YOUR ASSIGNMENT: Report every line in the listing below where the string "main" shows up.

SUPPLIED MATERIAL:

+===+

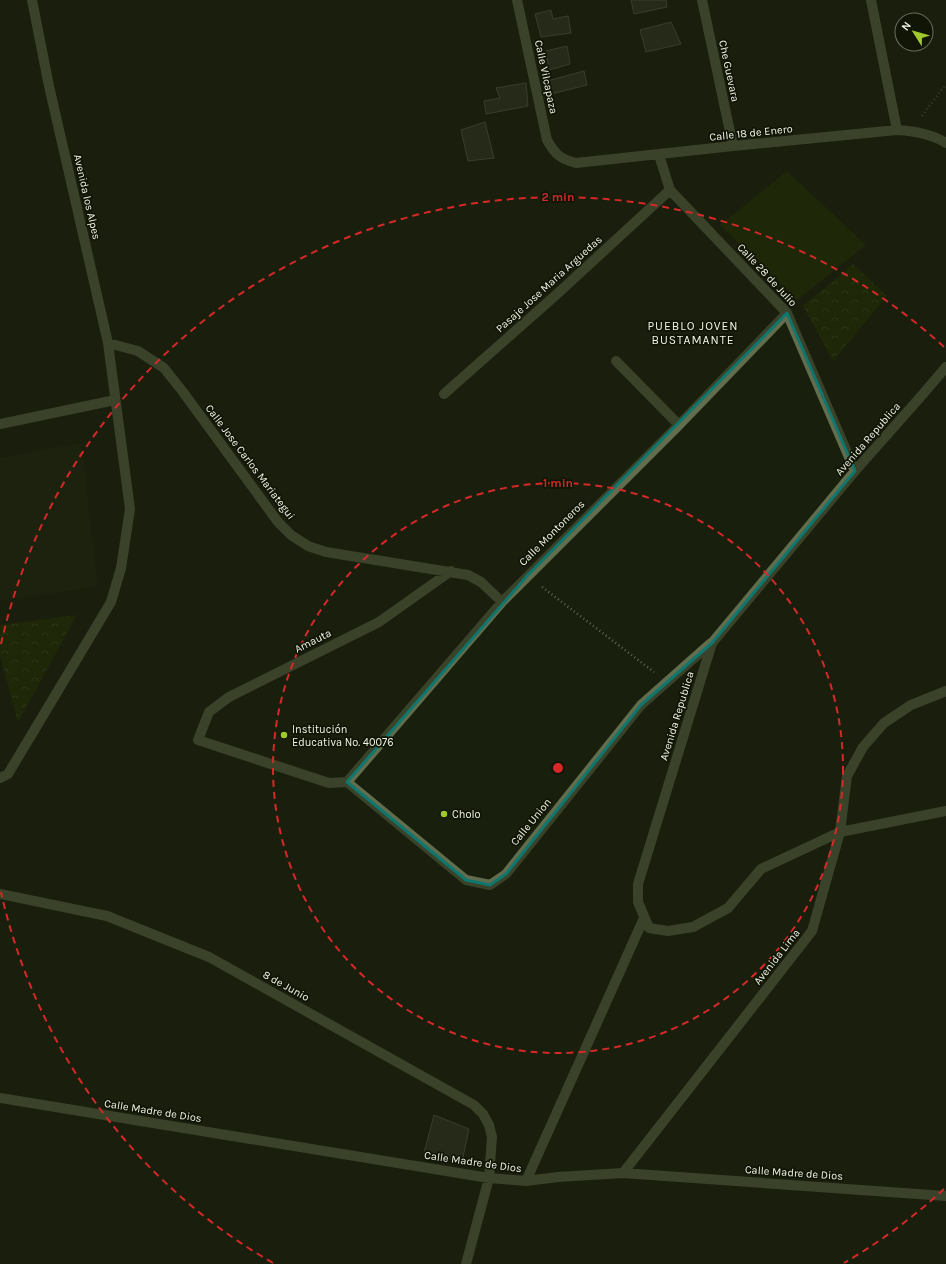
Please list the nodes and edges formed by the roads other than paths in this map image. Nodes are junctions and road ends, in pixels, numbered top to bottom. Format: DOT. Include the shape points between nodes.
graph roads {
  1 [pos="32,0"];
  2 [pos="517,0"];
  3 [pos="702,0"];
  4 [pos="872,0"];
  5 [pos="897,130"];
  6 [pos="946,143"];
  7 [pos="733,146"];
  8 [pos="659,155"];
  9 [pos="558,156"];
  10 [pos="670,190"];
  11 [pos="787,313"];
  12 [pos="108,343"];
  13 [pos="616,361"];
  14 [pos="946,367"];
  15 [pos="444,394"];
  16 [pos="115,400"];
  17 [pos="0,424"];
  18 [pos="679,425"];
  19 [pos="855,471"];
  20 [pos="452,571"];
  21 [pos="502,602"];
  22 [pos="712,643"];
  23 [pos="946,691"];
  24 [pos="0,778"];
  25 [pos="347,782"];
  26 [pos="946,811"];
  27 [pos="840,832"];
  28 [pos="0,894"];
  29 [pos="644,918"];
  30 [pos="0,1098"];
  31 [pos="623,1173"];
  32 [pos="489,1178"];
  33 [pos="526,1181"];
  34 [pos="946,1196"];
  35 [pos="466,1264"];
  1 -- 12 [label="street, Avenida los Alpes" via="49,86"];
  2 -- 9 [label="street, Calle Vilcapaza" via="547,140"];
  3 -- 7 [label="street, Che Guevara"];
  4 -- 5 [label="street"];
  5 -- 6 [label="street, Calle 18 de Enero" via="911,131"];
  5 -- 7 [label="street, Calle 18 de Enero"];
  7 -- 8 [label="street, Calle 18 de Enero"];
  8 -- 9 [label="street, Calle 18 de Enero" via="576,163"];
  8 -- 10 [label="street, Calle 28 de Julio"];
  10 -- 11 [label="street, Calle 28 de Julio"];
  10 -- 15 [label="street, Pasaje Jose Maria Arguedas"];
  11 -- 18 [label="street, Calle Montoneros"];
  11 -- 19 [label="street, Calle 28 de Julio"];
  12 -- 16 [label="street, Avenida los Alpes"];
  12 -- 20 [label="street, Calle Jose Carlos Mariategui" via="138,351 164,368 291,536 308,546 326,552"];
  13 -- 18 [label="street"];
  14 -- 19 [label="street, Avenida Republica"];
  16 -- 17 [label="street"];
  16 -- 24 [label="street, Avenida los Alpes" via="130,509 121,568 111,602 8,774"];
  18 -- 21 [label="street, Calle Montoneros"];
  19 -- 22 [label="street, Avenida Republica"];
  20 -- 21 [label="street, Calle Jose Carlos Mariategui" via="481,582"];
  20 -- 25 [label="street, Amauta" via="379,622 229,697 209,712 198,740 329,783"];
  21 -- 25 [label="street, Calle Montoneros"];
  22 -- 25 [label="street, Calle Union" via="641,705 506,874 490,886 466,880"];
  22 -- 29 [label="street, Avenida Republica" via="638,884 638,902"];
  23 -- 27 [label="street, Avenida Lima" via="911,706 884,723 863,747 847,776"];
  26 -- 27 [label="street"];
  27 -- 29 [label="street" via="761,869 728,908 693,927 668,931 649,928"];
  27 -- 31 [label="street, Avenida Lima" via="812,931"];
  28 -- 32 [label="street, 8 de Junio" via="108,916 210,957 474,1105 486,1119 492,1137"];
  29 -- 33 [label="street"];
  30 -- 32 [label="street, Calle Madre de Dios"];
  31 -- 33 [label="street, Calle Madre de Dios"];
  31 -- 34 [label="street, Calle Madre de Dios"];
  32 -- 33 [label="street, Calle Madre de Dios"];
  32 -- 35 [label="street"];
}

+===+

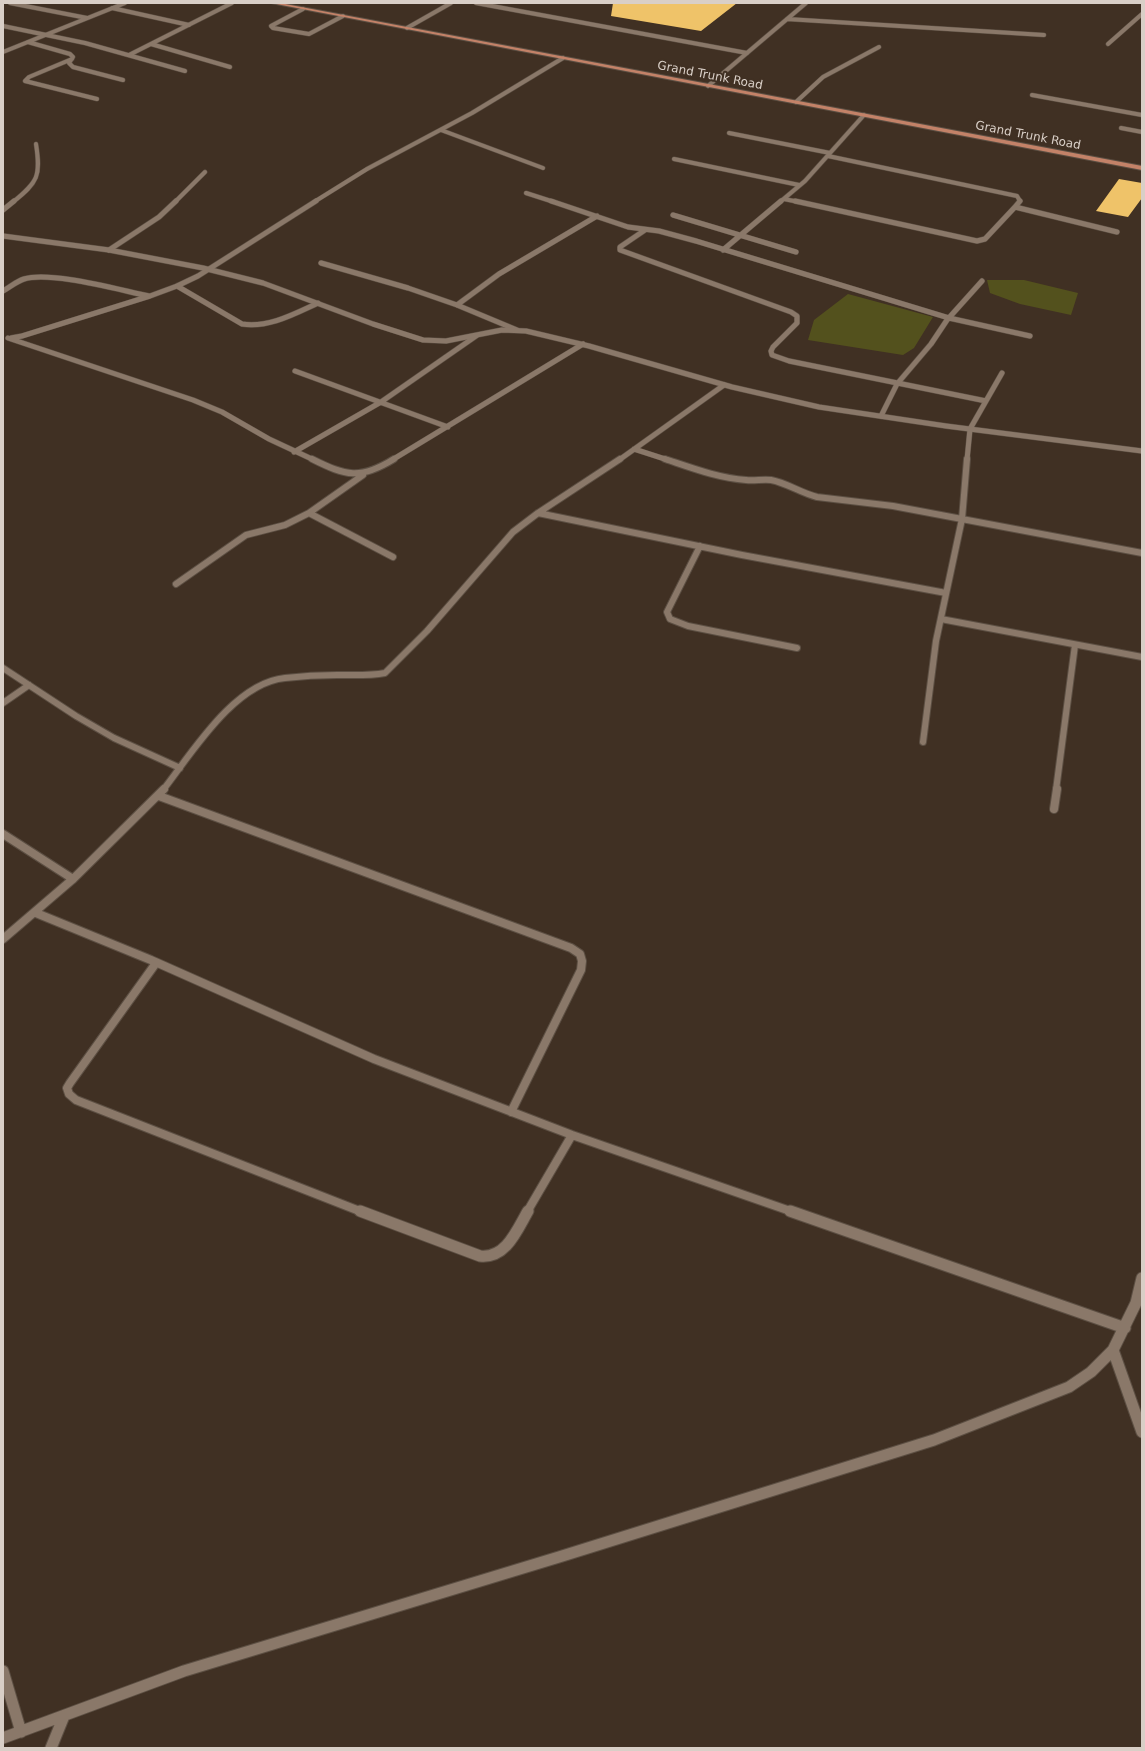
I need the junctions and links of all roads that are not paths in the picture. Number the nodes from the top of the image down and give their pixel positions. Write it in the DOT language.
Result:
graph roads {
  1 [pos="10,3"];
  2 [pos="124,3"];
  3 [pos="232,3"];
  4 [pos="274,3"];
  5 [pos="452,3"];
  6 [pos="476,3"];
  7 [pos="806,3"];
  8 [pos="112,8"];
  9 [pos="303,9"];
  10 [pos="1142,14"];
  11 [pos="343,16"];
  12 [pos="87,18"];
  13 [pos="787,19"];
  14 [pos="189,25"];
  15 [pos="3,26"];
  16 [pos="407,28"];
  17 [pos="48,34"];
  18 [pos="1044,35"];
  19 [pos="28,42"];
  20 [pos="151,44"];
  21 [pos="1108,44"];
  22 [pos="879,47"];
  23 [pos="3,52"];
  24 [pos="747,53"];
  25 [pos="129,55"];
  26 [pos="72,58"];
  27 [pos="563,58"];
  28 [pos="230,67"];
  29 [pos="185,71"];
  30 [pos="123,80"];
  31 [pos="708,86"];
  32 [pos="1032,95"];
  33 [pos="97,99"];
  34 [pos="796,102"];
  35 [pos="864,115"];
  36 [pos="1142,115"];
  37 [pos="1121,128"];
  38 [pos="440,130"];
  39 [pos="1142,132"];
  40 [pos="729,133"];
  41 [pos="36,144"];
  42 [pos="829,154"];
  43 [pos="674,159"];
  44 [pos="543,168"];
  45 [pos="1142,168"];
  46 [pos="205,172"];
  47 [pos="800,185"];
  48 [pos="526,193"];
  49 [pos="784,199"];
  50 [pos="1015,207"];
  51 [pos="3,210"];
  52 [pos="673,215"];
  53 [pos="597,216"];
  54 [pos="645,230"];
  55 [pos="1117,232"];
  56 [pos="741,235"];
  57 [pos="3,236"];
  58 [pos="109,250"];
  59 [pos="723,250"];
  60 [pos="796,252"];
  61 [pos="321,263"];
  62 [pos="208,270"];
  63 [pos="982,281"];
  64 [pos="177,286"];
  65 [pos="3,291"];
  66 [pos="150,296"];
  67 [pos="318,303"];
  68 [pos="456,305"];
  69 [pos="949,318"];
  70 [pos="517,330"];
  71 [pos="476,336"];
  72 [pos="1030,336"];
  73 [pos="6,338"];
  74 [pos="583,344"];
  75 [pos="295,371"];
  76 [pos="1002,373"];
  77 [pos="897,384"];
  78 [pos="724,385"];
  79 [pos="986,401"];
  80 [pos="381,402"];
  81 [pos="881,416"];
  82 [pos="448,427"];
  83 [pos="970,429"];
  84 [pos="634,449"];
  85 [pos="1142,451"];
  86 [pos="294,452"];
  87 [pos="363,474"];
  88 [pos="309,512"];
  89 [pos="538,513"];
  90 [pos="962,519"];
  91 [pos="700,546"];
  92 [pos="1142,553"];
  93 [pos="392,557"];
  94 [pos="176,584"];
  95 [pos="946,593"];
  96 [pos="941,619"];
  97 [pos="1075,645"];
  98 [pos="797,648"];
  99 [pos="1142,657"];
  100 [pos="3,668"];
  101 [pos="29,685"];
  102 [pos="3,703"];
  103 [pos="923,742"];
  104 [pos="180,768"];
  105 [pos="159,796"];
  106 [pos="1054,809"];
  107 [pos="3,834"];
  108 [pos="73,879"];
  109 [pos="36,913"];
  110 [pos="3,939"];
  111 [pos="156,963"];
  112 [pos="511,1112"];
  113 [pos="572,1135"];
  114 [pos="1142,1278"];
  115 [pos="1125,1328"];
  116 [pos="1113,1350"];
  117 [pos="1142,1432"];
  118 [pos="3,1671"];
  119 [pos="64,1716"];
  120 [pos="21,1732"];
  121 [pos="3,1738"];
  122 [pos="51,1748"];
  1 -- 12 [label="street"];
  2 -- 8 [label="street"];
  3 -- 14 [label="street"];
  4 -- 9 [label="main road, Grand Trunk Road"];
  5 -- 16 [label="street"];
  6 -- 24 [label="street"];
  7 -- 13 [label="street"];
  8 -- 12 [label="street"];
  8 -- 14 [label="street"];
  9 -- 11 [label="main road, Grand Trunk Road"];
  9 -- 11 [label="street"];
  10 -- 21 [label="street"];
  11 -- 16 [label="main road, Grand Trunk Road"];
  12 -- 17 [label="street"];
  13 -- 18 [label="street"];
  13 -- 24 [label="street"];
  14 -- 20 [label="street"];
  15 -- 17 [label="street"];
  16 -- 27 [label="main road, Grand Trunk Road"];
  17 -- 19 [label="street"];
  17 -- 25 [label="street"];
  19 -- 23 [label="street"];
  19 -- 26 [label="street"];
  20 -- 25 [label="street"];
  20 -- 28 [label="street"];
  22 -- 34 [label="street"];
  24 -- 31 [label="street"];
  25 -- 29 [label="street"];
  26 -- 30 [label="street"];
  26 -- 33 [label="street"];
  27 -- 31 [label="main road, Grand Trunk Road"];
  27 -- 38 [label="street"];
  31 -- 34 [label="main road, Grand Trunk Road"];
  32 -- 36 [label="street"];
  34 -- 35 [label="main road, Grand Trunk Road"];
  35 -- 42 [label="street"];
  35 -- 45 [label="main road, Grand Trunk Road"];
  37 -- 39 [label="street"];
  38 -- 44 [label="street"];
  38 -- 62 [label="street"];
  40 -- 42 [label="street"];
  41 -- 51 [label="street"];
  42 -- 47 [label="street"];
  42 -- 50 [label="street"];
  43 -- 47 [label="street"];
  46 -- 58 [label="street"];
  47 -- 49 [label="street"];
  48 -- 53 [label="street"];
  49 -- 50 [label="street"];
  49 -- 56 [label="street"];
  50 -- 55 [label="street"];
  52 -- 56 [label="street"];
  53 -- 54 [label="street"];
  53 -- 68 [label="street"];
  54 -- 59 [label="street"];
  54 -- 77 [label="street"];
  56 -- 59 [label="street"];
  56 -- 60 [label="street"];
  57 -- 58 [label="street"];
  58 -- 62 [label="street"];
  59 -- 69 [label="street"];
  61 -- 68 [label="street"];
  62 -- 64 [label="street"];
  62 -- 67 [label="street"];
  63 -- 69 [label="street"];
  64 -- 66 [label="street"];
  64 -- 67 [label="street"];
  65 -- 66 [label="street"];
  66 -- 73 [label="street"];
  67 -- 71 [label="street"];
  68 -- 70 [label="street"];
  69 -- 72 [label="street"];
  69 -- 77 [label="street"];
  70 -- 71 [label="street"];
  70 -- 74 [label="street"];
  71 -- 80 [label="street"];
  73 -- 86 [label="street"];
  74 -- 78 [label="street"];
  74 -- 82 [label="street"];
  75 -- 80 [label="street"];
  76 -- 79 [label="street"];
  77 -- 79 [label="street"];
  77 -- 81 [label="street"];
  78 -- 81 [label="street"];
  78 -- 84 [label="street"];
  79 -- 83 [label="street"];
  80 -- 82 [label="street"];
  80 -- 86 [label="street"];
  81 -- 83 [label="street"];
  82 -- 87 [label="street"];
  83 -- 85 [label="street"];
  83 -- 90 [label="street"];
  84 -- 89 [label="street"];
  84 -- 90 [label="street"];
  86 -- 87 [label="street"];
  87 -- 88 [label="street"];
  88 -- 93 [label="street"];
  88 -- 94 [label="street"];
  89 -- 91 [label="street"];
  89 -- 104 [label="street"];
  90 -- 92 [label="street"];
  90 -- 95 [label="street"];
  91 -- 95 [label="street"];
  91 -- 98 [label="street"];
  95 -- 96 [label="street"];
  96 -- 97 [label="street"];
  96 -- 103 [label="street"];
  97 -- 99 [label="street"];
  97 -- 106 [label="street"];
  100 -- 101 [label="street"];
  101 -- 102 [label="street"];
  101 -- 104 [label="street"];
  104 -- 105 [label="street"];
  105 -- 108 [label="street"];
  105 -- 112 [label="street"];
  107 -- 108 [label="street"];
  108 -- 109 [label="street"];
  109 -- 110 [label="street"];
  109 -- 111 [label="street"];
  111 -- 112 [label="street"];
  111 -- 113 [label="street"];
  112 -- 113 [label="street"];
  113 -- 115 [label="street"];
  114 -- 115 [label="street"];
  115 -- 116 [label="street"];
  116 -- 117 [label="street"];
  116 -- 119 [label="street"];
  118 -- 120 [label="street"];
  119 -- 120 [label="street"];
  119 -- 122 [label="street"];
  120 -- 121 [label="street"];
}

+===+

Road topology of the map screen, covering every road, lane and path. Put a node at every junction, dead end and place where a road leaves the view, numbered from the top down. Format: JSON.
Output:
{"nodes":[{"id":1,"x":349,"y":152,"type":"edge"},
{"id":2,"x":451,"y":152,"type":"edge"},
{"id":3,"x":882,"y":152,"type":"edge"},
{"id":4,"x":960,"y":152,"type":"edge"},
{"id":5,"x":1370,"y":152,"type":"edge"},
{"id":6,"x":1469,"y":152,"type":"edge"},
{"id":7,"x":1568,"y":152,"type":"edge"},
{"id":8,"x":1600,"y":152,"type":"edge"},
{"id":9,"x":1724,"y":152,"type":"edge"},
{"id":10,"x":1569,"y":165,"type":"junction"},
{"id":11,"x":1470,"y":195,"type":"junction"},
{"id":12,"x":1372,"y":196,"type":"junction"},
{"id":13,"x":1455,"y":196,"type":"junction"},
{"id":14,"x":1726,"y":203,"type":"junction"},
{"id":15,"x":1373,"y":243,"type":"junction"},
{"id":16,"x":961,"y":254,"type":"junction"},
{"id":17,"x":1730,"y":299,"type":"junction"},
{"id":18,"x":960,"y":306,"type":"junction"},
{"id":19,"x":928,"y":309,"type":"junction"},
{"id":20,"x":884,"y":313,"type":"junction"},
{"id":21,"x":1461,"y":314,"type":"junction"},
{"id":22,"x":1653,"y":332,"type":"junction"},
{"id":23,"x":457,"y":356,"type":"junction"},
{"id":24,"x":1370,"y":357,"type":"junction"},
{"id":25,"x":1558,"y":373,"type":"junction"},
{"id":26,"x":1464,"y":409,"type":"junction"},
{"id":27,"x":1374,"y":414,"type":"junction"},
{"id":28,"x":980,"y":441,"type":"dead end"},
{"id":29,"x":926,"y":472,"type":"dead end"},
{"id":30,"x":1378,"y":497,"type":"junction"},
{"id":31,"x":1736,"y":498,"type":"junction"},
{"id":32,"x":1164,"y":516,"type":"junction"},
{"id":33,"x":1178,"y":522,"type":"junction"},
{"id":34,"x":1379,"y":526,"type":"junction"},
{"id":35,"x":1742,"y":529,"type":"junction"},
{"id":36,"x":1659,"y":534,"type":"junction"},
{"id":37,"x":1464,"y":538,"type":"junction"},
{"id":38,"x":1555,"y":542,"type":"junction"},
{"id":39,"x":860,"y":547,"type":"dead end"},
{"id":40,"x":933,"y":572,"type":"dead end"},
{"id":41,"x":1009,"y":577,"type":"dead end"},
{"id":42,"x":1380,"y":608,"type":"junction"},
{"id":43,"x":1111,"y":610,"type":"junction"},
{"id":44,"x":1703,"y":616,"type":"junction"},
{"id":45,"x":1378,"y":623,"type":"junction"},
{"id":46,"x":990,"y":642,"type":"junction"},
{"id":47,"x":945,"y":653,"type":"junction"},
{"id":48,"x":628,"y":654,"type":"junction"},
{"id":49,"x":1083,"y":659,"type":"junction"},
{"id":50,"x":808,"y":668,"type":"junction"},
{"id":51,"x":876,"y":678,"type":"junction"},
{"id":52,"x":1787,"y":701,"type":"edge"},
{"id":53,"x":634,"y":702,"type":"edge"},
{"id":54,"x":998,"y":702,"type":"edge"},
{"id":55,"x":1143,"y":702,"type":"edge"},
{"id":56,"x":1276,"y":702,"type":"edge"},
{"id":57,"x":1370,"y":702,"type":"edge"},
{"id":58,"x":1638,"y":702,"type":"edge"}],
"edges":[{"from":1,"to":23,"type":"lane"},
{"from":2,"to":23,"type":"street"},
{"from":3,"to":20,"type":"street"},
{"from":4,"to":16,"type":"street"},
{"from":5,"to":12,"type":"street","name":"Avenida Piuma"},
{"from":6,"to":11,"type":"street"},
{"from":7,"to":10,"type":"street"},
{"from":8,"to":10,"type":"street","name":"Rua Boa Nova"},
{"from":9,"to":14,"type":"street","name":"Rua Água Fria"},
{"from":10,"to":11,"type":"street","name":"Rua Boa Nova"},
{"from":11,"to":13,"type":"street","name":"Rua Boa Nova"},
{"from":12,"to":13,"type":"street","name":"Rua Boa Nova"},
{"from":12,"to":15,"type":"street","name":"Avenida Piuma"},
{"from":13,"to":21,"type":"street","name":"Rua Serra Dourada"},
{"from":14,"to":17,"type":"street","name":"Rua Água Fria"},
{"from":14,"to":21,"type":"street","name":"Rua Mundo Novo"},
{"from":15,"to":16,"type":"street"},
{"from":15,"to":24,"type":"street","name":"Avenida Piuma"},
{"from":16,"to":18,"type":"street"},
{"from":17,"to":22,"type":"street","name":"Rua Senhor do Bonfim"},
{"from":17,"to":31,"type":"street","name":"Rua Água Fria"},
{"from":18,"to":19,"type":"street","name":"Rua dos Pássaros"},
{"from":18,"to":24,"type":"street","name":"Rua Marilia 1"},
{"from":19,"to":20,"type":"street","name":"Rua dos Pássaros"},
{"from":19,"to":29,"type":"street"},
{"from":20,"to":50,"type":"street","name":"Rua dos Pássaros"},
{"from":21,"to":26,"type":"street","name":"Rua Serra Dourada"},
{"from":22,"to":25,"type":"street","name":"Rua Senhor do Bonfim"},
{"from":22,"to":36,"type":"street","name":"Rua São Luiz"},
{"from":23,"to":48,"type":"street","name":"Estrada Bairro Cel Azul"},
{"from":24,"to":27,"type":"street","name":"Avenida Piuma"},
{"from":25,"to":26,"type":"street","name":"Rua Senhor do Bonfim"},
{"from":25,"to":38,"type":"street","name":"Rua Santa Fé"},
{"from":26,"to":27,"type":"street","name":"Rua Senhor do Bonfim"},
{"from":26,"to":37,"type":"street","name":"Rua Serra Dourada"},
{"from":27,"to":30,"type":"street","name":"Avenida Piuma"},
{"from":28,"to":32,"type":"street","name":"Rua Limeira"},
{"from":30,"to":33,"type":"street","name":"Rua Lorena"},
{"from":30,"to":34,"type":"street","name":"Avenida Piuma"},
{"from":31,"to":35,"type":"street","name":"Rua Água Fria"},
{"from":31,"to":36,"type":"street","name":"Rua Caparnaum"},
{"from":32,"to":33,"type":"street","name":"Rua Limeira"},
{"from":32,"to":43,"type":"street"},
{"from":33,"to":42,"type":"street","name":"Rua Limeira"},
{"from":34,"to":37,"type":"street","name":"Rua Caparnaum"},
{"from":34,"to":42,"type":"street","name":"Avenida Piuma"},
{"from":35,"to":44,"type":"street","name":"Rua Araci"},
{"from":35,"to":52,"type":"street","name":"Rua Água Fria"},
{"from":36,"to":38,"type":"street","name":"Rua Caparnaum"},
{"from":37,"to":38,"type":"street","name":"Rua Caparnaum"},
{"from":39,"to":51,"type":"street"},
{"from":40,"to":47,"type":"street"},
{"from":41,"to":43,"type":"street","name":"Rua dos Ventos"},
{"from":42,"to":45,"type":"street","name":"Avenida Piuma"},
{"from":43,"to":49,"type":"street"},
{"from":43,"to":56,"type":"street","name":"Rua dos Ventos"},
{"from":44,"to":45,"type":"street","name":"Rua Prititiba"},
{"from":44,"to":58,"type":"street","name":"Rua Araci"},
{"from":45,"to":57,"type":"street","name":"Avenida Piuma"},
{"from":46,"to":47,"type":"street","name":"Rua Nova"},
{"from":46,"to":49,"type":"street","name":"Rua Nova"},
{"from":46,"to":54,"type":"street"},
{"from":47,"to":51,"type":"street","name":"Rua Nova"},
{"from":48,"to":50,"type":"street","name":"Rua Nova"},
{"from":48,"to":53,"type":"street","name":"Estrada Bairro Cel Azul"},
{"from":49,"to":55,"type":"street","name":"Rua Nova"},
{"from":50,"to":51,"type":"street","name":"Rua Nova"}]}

+===+

EXERCISE RESPONSE:
  4 -- 9 [label="main road, Grand Trunk Road"];
  9 -- 11 [label="main road, Grand Trunk Road"];
  11 -- 16 [label="main road, Grand Trunk Road"];
  16 -- 27 [label="main road, Grand Trunk Road"];
  27 -- 31 [label="main road, Grand Trunk Road"];
  31 -- 34 [label="main road, Grand Trunk Road"];
  34 -- 35 [label="main road, Grand Trunk Road"];
  35 -- 45 [label="main road, Grand Trunk Road"];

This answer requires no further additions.